[Keypoint text descriptions]
──────────
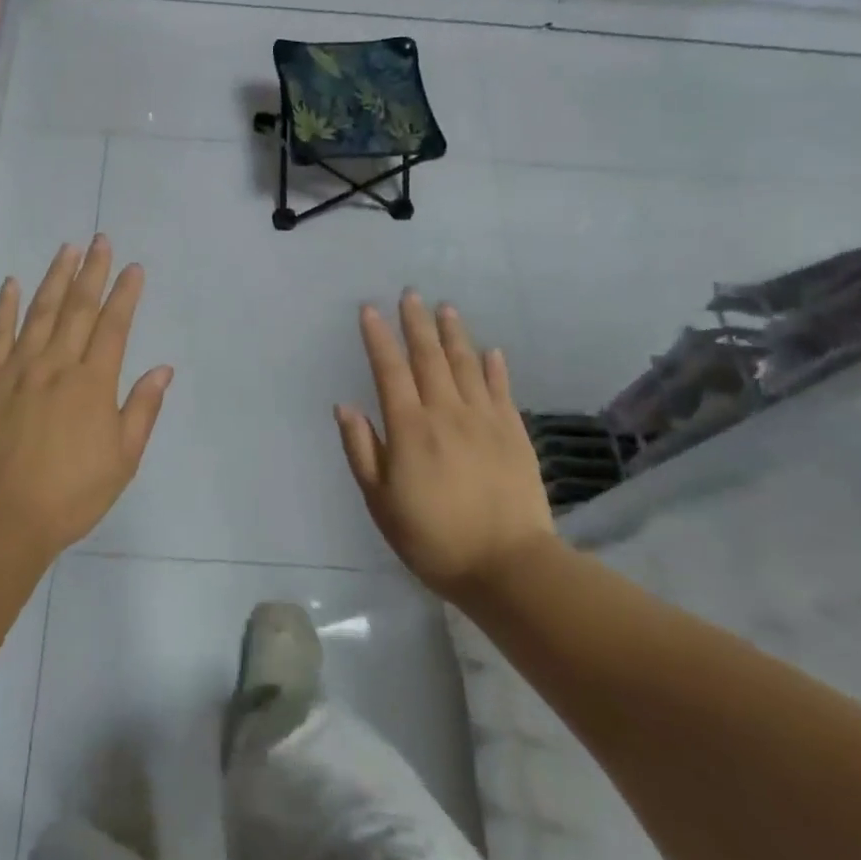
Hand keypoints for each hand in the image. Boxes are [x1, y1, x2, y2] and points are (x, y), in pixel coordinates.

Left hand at [0, 236, 172, 557]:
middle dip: (93, 271)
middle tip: (100, 240)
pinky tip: (12, 284)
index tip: (133, 267)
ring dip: (55, 278)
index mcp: (93, 382)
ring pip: (39, 312)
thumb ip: (142, 409)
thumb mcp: (122, 459)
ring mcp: (17, 369)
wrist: (1, 518)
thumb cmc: (71, 494)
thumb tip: (162, 369)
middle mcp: (57, 364)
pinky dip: (5, 307)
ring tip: (67, 250)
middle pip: (78, 308)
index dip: (125, 294)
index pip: (114, 325)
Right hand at [336, 293, 555, 602]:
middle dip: (416, 322)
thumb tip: (346, 407)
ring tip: (445, 308)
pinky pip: (501, 389)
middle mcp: (446, 412)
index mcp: (409, 428)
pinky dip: (494, 366)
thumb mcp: (381, 503)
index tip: (369, 309)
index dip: (378, 337)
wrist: (509, 566)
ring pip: (466, 364)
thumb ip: (362, 451)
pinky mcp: (514, 432)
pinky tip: (491, 350)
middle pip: (428, 357)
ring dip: (453, 334)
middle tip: (410, 293)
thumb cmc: (433, 538)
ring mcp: (484, 419)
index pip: (389, 370)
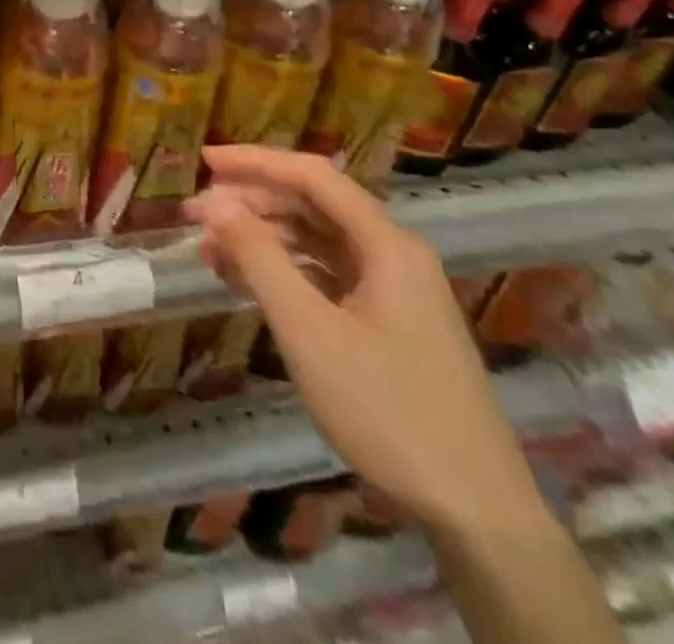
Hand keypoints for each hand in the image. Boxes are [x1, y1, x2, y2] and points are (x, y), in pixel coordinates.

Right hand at [183, 146, 542, 538]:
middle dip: (252, 202)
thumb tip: (213, 202)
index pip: (312, 176)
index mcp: (386, 244)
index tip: (203, 160)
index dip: (255, 161)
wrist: (478, 514)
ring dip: (263, 237)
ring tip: (210, 249)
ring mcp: (394, 290)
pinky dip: (284, 271)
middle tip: (196, 214)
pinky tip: (246, 282)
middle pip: (314, 204)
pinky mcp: (389, 322)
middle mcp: (393, 254)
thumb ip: (258, 258)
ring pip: (317, 241)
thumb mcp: (309, 331)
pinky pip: (326, 275)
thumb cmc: (388, 411)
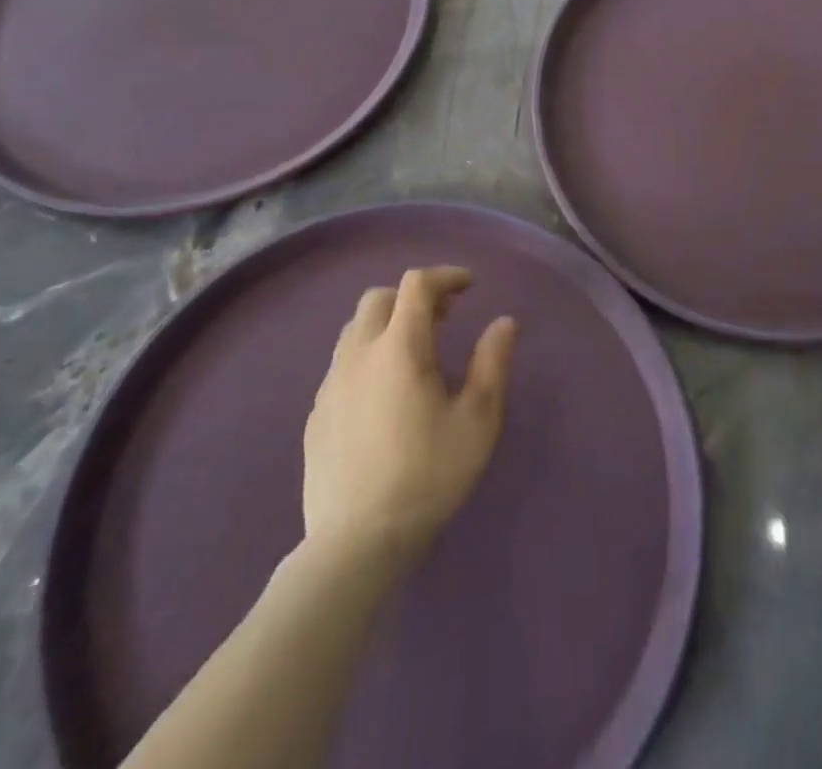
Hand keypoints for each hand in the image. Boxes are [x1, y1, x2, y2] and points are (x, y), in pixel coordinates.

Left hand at [302, 267, 517, 567]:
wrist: (355, 544)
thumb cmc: (427, 476)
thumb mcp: (477, 420)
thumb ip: (493, 363)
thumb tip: (504, 322)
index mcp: (399, 347)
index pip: (417, 285)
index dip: (445, 276)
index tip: (469, 286)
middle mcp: (358, 354)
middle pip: (379, 299)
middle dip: (413, 296)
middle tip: (444, 317)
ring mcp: (331, 384)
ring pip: (355, 329)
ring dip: (387, 324)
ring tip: (415, 351)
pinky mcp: (316, 414)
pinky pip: (342, 364)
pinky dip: (367, 356)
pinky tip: (384, 392)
──────────
Problem description:
Restate word for word only the lines above from the line containing "thumb ip: (142, 409)" to the line containing "thumb tip: (346, 407)", both of them included.

Reply to the task:
thumb ip: (142, 409)
thumb mcp: (122, 459)
ring mcp: (17, 369)
wrist: (1, 518)
thumb cmc: (71, 494)
thumb tip: (162, 369)
middle mcp: (57, 364)
pinky dip: (5, 307)
ring tip: (67, 250)
middle pip: (78, 308)
index dip: (125, 294)
index pip: (114, 325)
Right hand at [336, 293, 555, 602]:
middle dip: (416, 322)
thumb tip: (346, 407)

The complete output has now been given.